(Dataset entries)
-*-
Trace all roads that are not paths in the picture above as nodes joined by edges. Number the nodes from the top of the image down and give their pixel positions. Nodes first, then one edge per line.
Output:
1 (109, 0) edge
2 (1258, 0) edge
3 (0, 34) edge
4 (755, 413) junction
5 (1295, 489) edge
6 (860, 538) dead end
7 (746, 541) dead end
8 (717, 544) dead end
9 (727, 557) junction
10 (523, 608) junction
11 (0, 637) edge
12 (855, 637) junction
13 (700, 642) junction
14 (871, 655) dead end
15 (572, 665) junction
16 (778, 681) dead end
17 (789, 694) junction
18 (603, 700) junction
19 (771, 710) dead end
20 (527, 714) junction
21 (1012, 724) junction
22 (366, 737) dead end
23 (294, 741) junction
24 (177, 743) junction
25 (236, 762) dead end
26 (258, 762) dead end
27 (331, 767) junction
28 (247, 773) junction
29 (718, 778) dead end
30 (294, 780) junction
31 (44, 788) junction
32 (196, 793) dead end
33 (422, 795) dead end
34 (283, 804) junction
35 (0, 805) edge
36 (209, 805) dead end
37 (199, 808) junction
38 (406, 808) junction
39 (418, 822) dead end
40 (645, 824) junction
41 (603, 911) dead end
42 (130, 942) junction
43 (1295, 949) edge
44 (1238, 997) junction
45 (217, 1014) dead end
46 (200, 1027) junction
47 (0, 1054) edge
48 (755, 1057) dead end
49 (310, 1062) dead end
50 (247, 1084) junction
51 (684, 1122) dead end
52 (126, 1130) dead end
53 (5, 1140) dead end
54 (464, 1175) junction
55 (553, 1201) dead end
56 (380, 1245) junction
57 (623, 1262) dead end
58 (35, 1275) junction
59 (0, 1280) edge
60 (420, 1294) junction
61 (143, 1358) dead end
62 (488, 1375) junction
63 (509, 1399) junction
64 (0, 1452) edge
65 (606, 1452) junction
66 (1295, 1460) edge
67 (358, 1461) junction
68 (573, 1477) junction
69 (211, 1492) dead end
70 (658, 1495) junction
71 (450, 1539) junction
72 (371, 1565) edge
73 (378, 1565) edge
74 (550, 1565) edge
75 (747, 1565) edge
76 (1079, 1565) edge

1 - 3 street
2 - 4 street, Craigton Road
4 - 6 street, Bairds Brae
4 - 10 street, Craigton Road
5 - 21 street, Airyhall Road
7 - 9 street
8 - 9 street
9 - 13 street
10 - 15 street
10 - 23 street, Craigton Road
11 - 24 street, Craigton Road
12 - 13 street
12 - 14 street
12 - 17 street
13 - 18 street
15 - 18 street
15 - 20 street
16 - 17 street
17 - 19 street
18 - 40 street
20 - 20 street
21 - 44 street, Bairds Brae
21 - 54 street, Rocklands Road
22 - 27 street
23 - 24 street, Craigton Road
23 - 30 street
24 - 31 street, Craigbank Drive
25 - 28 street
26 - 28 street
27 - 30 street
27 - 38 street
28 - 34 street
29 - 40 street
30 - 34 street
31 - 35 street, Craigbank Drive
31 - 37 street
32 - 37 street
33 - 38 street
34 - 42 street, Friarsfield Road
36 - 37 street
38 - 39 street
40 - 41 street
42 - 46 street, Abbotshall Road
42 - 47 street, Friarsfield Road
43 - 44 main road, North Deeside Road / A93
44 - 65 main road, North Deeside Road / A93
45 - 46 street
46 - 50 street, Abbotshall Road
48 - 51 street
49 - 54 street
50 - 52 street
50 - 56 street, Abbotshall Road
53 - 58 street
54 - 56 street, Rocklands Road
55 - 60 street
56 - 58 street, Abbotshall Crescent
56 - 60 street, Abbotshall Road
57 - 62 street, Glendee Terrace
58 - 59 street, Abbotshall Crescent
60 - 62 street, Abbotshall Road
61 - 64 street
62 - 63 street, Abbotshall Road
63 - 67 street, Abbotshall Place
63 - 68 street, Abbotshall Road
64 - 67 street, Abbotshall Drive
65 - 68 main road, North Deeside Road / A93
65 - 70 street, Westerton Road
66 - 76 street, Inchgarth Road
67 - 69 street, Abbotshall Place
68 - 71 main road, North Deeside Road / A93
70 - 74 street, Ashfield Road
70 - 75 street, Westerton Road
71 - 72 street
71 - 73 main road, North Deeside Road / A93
-*-
## GOAL OF THE EXERCISE
Within the records, tally every line that contains the word "Crescent". Only the resulting number should be given.

## ANSWER TO THIS PROBLEM
2